O Anjo Inexperiente No Paraíso... Carlos Siviero
O Anjo Inexperiente
No Paraíso chegou um anjo recém-formado para se juntar a tantos outros que ajudam Deus a elevar o mundo, como se poderia esperar, tinha um santo coração, mas era meio afoito e metido a sabichão, sem muita delonga, começou a reparar em fatos que para ele estavam mal resolvidos, falando consigo mesmo:
Com todo amor e respeito, mas parece que por aqui todos são muito acomodados! Será que ninguém percebe isso? Ainda bem que cheguei a tempo, antes que o mundo se acabe...
Onde já se viu? Tanta crueldade na Terra! Crimes, guerras, injustiças, maldades a perder de vista e parece que ninguém se importa na devida medida! Oras! Pois...
Tem coisas que por mais que eu queira não consigo entender, por exemplo, por que ao invés de ficar ajudando um tantinho aqui e um cadinho ali, com o poder que Deus possui, ele não torna todos em criaturas bondosas de uma vez por todas?
De sua parte, Deus já havia deixado os anjos mais experientes de olho, para evitar que o novato aprontasse alguma antes de se acostumar com o cargo, contudo, sabe como é! Os santos vivem atarefados, protegem aflitos, socorrem acidentados e um breve descuido já foi suficiente para o calouro arquitetar:
Quer saber! Eu mesmo irei mostrar como é que se faz! Esta noite irei a Terra para abençoar a humanidade de forma definitiva e, ao acordar, todas as pessoas estarão permanentemente purificadas, não restará nada de maldade em ninguém e quando eu digo nada, é nadinha mesmo!...

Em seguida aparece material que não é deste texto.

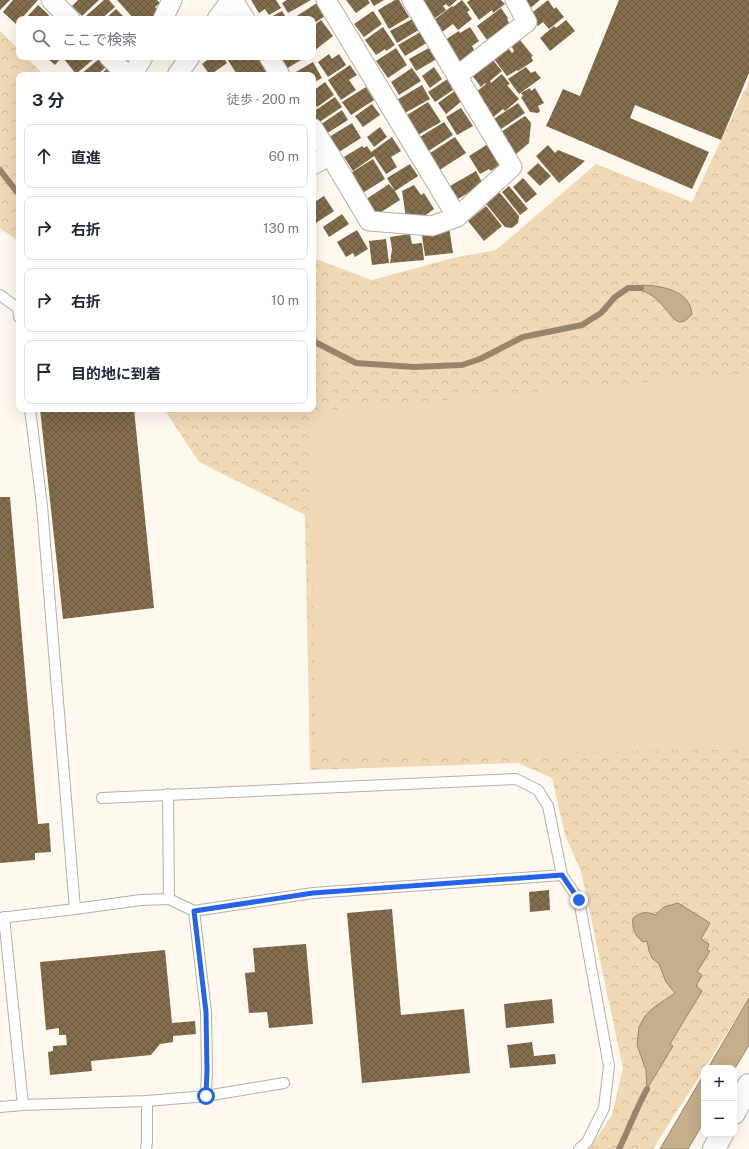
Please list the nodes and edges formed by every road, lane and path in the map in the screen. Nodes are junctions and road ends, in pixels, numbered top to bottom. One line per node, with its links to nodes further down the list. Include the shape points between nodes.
1 (51, 0): 7 (street)
2 (172, 0): 8 (street)
3 (232, 0): 9 (street); 10 (street)
4 (326, 0): 21 (street)
5 (412, 0): 17 (street)
6 (515, 0): 17 (street, via 527,22)
7 (67, 16)
8 (164, 16)
9 (219, 16)
10 (243, 16)
11 (112, 60): 14 (street)
12 (141, 60): 15 (street)
13 (271, 60): 16 (street)
14 (124, 72)
15 (134, 72)
16 (278, 72)
17 (457, 76): 21 (street, via 512,167)
18 (316, 133): 19 (street)
19 (330, 155): 20 (street); 21 (street, via 369,221 432,226)
20 (316, 163)
21 (457, 217)
22 (0, 295): 23 (lane)
23 (16, 307)
24 (30, 412): 29 (lane, via 42,506)
25 (168, 794): 26 (lane); 27 (lane, via 516,779 538,790 548,806); 28 (lane)
26 (102, 798)
27 (562, 875): 30 (lane, via 313,893); 41 (lane, via 579,900 609,1066 604,1108 587,1142)
28 (169, 899): 29 (lane); 30 (lane)
29 (75, 909): 31 (lane)
30 (194, 911): 34 (lane, via 206,1012)
31 (2, 918): 36 (lane)
32 (284, 1082): 34 (lane)
33 (749, 1085): 38 (main road)
34 (206, 1096): 35 (lane)
35 (147, 1101): 36 (lane); 40 (lane)
36 (23, 1105): 37 (lane)
37 (0, 1107)
38 (737, 1107)
39 (720, 1137): 42 (main road)
40 (146, 1149)
41 (579, 1149)
42 (714, 1149)

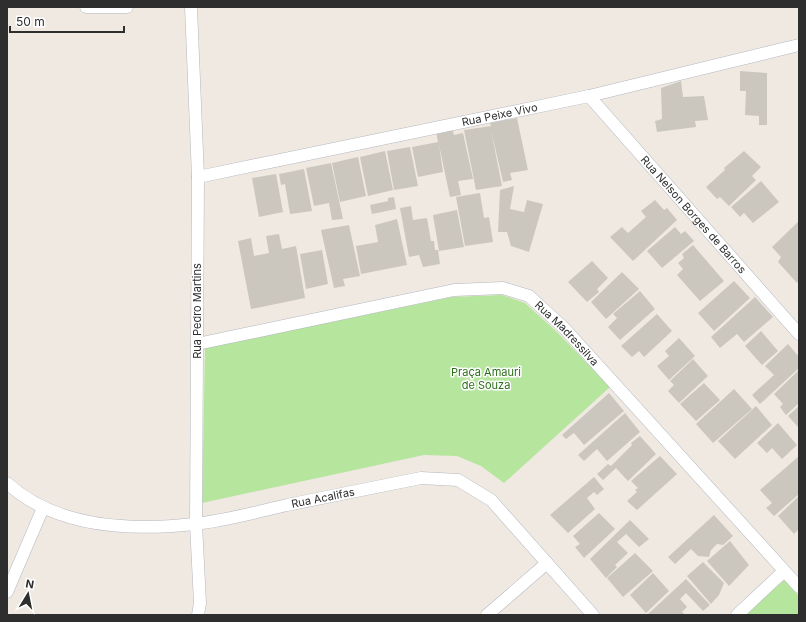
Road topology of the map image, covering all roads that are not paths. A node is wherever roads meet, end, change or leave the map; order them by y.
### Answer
1 (86, 7) edge
2 (127, 7) edge
3 (191, 7) edge
4 (799, 45) edge
5 (589, 96) junction
6 (198, 177) junction
7 (799, 334) edge
8 (197, 344) junction
9 (7, 483) edge
10 (43, 508) junction
11 (196, 524) junction
12 (547, 563) junction
13 (784, 571) junction
14 (799, 587) edge
15 (7, 592) edge
16 (198, 615) edge
17 (487, 615) edge
18 (593, 615) edge
19 (736, 615) edge

1 - 2 street
3 - 6 street, Rua Pedro Martins
4 - 5 street, Rua Peixe Vivo
5 - 6 street, Rua Peixe Vivo
5 - 7 street, Rua Nelson Borges de Barros
6 - 8 street, Rua Pedro Martins
8 - 11 street, Rua Pedro Martins
8 - 13 street, Rua Madressilva
9 - 10 street, Rua Acalifas
10 - 11 street, Rua Acalifas
10 - 15 street
11 - 12 street, Rua Acalifas
11 - 16 street, Rua Pedro Martins
12 - 17 street
12 - 18 street, Rua Acalifas
13 - 14 street, Rua Madressilva
13 - 19 street

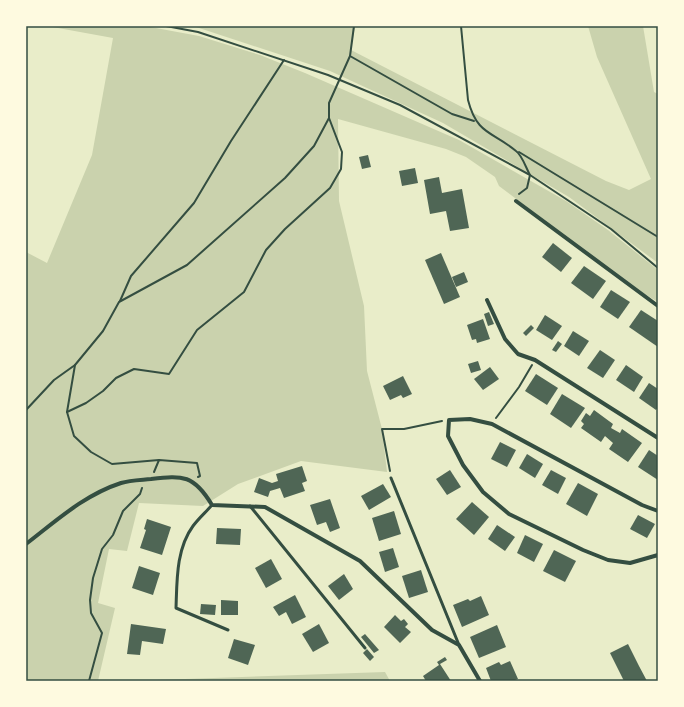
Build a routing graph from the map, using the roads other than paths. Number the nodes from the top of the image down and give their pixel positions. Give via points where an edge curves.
1 (516, 202) dead end
2 (486, 300) dead end
3 (658, 306) edge
4 (658, 438) edge
5 (391, 478) road end
6 (212, 505) junction
7 (249, 506) junction
8 (658, 511) edge
9 (26, 544) edge
10 (658, 555) edge
11 (228, 630) dead end
12 (459, 645) junction
13 (365, 648) dead end
14 (480, 681) edge

1 - 3 street
2 - 4 street via 505,339 518,354 535,360
5 - 12 lane
6 - 7 street
6 - 9 street via 206,494 184,477 171,476 122,483 77,504
6 - 11 lane via 192,527 182,549 177,573 176,608
7 - 12 street via 265,507 360,561 432,630
7 - 13 lane
8 - 10 street via 642,506 492,424 470,419 449,420 448,436 463,465 483,492 509,514 608,560 630,563
12 - 14 street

E assim ele fez, na medida em que as pessoas despertavam já tinham se transformado num pedaço-de-pão, inimigos se abraçavam, ladrões procuravam as vítimas para devolver os pertences anteriormente roubados e estas não aceitavam para ajudar os antigos delinquentes, a natureza finalmente passou a ser preservada, as guerras cessaram, os crimes sumiram e não houve mais desentendimentos, ficou tudo uma beleza!
De tão feliz, o anjo benfeitor ponderou:
Ta vendo? Consertei o mundo em dois tempos, ou melhor, num tempo só! Vou chamar o Senhor para mostrar o meu feito! Promoção? Oras! Quem pensou nisso? Afinal, sou um anjo, não tenho ambições egoístas, só quero ajudar...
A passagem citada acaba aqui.